* Extracted material
= = =
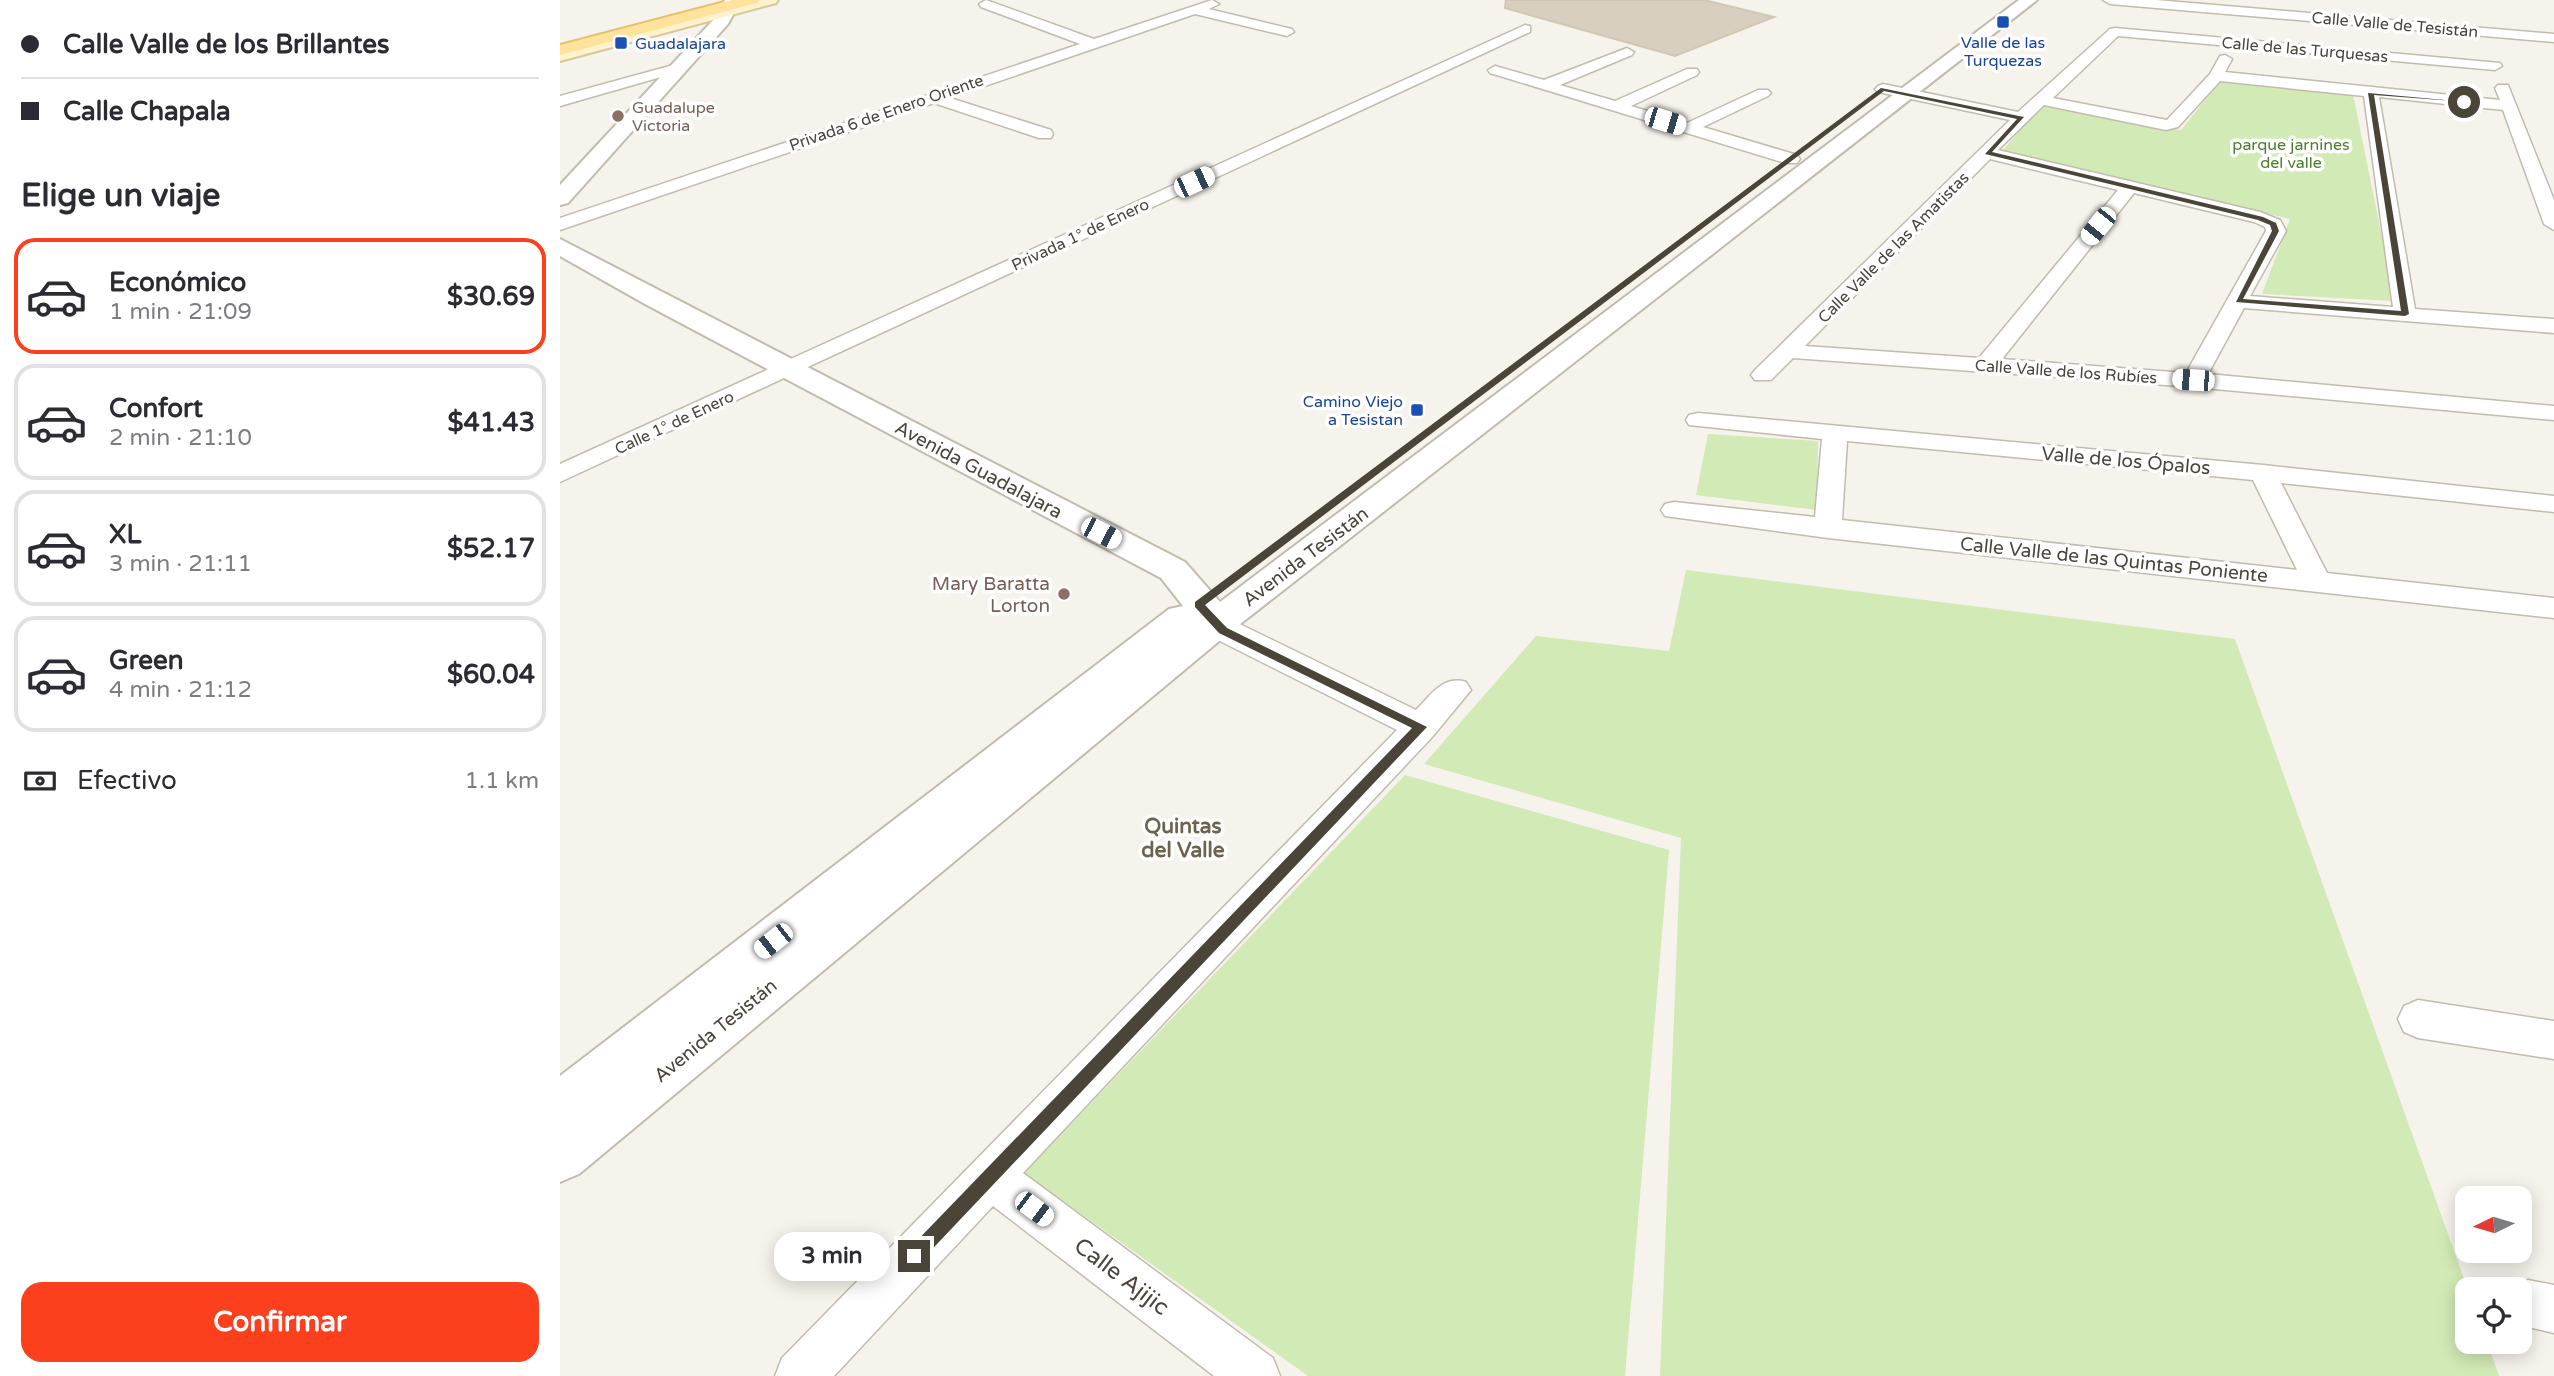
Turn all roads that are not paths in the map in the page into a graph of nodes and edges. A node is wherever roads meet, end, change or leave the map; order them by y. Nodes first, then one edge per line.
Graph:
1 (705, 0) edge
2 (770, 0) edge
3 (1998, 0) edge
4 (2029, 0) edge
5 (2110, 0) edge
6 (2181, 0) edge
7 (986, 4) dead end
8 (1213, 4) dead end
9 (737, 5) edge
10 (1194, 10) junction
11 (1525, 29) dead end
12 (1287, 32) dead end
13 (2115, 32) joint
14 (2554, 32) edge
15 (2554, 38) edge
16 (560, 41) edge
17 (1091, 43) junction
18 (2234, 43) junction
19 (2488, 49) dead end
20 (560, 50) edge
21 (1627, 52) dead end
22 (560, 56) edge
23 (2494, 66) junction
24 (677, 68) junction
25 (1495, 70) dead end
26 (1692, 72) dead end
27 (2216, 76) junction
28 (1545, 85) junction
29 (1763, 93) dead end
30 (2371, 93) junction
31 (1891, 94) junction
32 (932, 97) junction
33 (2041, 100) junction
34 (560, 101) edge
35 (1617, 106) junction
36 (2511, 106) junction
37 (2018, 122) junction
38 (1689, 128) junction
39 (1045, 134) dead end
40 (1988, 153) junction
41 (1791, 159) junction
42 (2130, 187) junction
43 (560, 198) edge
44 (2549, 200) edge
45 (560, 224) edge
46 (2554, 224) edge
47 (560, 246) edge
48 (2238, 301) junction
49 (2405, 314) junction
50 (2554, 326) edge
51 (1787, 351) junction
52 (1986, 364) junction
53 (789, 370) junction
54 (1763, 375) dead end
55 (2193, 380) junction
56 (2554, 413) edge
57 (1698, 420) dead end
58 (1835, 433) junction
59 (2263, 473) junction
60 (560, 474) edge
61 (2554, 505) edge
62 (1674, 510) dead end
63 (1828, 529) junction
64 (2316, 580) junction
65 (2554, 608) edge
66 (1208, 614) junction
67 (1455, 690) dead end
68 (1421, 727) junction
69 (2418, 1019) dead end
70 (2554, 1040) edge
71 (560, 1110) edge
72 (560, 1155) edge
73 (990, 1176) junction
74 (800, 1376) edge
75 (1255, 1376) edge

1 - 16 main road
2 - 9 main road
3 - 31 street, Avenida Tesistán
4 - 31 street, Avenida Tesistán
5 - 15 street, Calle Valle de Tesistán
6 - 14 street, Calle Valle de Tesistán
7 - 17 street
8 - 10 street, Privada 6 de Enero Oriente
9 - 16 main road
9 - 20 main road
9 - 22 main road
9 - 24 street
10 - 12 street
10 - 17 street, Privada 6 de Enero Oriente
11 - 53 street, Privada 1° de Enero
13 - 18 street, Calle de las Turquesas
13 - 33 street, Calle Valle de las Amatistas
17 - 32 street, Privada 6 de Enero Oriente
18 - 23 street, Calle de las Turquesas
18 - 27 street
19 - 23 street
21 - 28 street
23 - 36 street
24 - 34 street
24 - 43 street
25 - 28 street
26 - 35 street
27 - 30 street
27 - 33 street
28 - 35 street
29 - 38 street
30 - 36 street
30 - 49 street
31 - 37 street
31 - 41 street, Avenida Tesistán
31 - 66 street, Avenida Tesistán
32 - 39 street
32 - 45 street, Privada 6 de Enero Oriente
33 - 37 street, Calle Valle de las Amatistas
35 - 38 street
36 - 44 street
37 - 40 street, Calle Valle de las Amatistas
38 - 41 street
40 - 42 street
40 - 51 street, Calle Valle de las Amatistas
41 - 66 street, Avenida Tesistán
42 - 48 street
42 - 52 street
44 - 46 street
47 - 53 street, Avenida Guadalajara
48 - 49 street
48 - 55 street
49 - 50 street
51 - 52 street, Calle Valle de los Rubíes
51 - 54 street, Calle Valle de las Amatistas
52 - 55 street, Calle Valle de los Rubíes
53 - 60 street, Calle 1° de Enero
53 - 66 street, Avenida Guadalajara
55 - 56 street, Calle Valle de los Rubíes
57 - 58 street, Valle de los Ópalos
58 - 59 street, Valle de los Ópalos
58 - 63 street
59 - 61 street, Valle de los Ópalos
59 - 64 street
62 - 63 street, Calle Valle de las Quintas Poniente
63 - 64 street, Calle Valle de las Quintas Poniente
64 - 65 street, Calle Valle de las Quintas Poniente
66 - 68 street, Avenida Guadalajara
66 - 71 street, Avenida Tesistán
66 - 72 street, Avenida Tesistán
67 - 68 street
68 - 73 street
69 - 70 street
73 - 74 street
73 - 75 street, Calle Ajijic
= = =
* Task requirements
Copy out, in full, each line above that has the word "Privada" in it.

* Answer area
8 - 10 street, Privada 6 de Enero Oriente
10 - 17 street, Privada 6 de Enero Oriente
11 - 53 street, Privada 1° de Enero
17 - 32 street, Privada 6 de Enero Oriente
32 - 45 street, Privada 6 de Enero Oriente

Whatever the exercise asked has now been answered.